1 The statutes reads in part:
'An appeal may be taken by and on behalf of the United States from the district courts to a court of appeals in all criminal cases, in the following instances:
'From a decision or judgment setting aside, or dismissing any indictment or information, or any count thereof except where a direct appeal to the Supreme Court of the United States is provided by this section.'
2 In that cause, the contempt charges were dismissed on the ground that the advertisements were not within the physical presence of the court as required by Nye v. United States, 1941, 313 U.S. 33, 61 S.Ct. 810, 85 L.Ed. 1172. See also People ex rel. Barton v. American Automobile Insurance Co., Cal.App.1955, 282 P.2d 559, 565, a quo warranto proceeding involving the same advertisements.
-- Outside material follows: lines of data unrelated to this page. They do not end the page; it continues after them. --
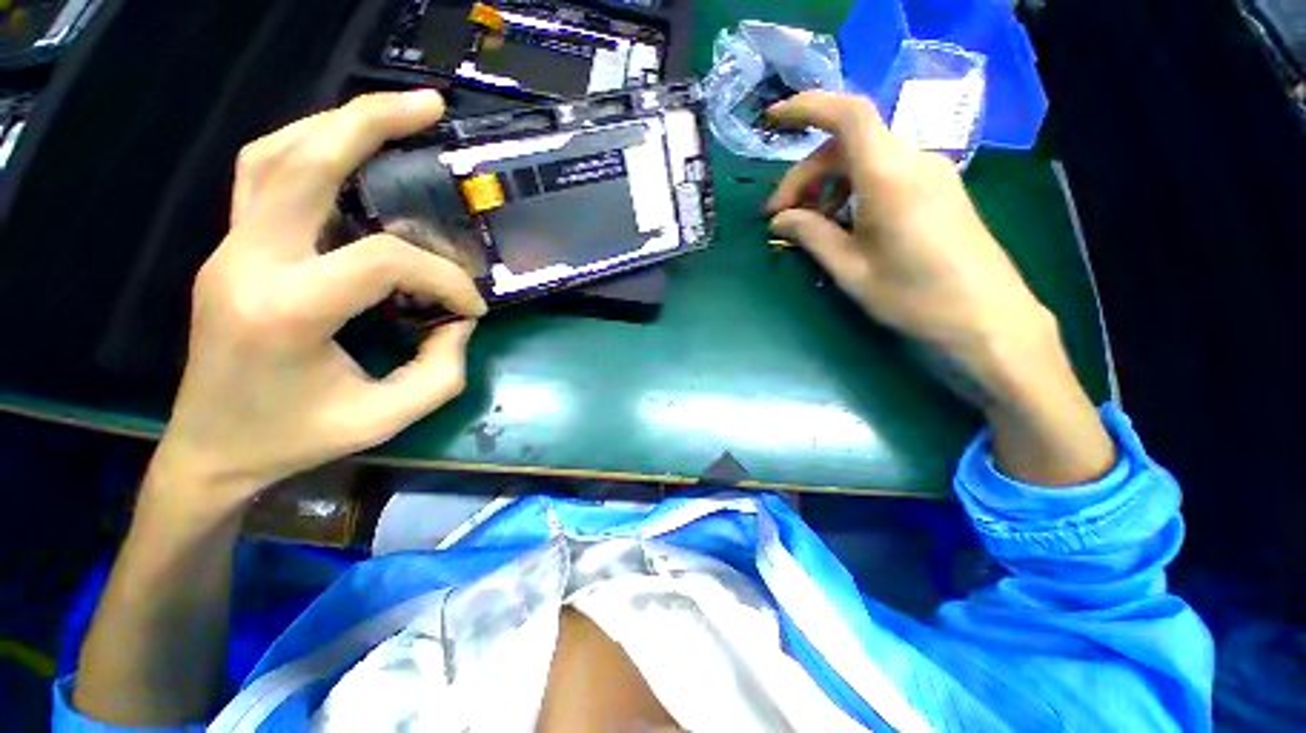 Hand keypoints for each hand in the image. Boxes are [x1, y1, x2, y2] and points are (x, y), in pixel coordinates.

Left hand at [149, 90, 486, 512]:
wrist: (211, 449)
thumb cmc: (297, 439)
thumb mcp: (387, 417)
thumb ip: (442, 369)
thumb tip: (459, 321)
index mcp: (287, 310)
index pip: (382, 260)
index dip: (442, 278)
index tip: (471, 308)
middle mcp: (248, 263)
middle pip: (302, 161)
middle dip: (370, 122)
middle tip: (429, 105)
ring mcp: (229, 249)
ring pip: (273, 155)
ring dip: (336, 125)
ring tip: (390, 114)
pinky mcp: (231, 250)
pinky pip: (264, 177)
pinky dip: (309, 150)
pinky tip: (347, 152)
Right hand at [768, 91, 1113, 484]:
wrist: (987, 318)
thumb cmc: (913, 297)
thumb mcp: (850, 269)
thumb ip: (812, 235)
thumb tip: (779, 219)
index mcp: (889, 177)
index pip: (847, 115)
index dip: (807, 108)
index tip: (773, 119)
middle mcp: (912, 162)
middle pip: (847, 145)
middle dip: (805, 176)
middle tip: (779, 217)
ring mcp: (930, 174)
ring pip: (864, 161)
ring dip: (828, 186)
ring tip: (808, 226)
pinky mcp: (937, 190)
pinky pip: (884, 175)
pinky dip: (852, 192)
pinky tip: (841, 225)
Judgment for the defendants was there affirmed on the ground that the suit amounted to 'an infringement upon rights guaranteed respondents by the Federal and State Constitutions.'
3 The contempts in that case 'consisted, in substance, of obstructing and interfering with the course of justice by corrupting and unlawfully influencing persons serving as jurors in the Superior Court at a time when it was possible that some or all of them would be drawn to sit in the trial of indictments in which said * * * (defendants) were charged with having committed crimes, so that a fair trial of the indictments at the time set therefor was made impossible.' The court there held that: 'Such contempts clearly are in the category of criminal contempts.' In re Opinion of the Justices, 17 N.E.2d 909, supra.
4 The United States was made a party in that action when it was docketed in the Circuit Court of Appeals.
5 Appellants further argue that their alleged failure to comply with Rule 42(b) of the Federal Rules of Criminal Procedure, 18 U.S.C., and give proper notice of a criminal proceeding supports their contention that this is on the civil side. That might be ground for reversing a conviction or for declining to adjudge one guilty of criminal contempt as Judge Igoe did in Bigelow v. R.K.O. Radio Pictures, D.C.N.D.Ill.1948, 78 F.Supp. 250, affirmed 7 Cir., 1948, 170 F.2d 783, but it would hardly seem to be available here to appellants as being decisive on the issue of whether their proceeding was criminal or civil. In United States v. United Mine Workers of America, 1947, 330 U.S. 258, 297-298, 67 S.Ct. 677, 91 L.Ed. 884, the Supreme Court held that the mere failure to label a proceeding criminal does not invalidate it under Rule 42(b).
6 Appellants have also overlooked the Fifth Amendment's guarantee that no person shall be deprived of liberty without due process of law. The Supreme Court has recently stated that 'Liberty under law extends to the full range of conduct which the individual is free to pursue * * *.' Bolling v. Sharpe, 1954, 347 U.S. 497, 499, 74 S.Ct. 693, 694, 98 L.Ed. 884.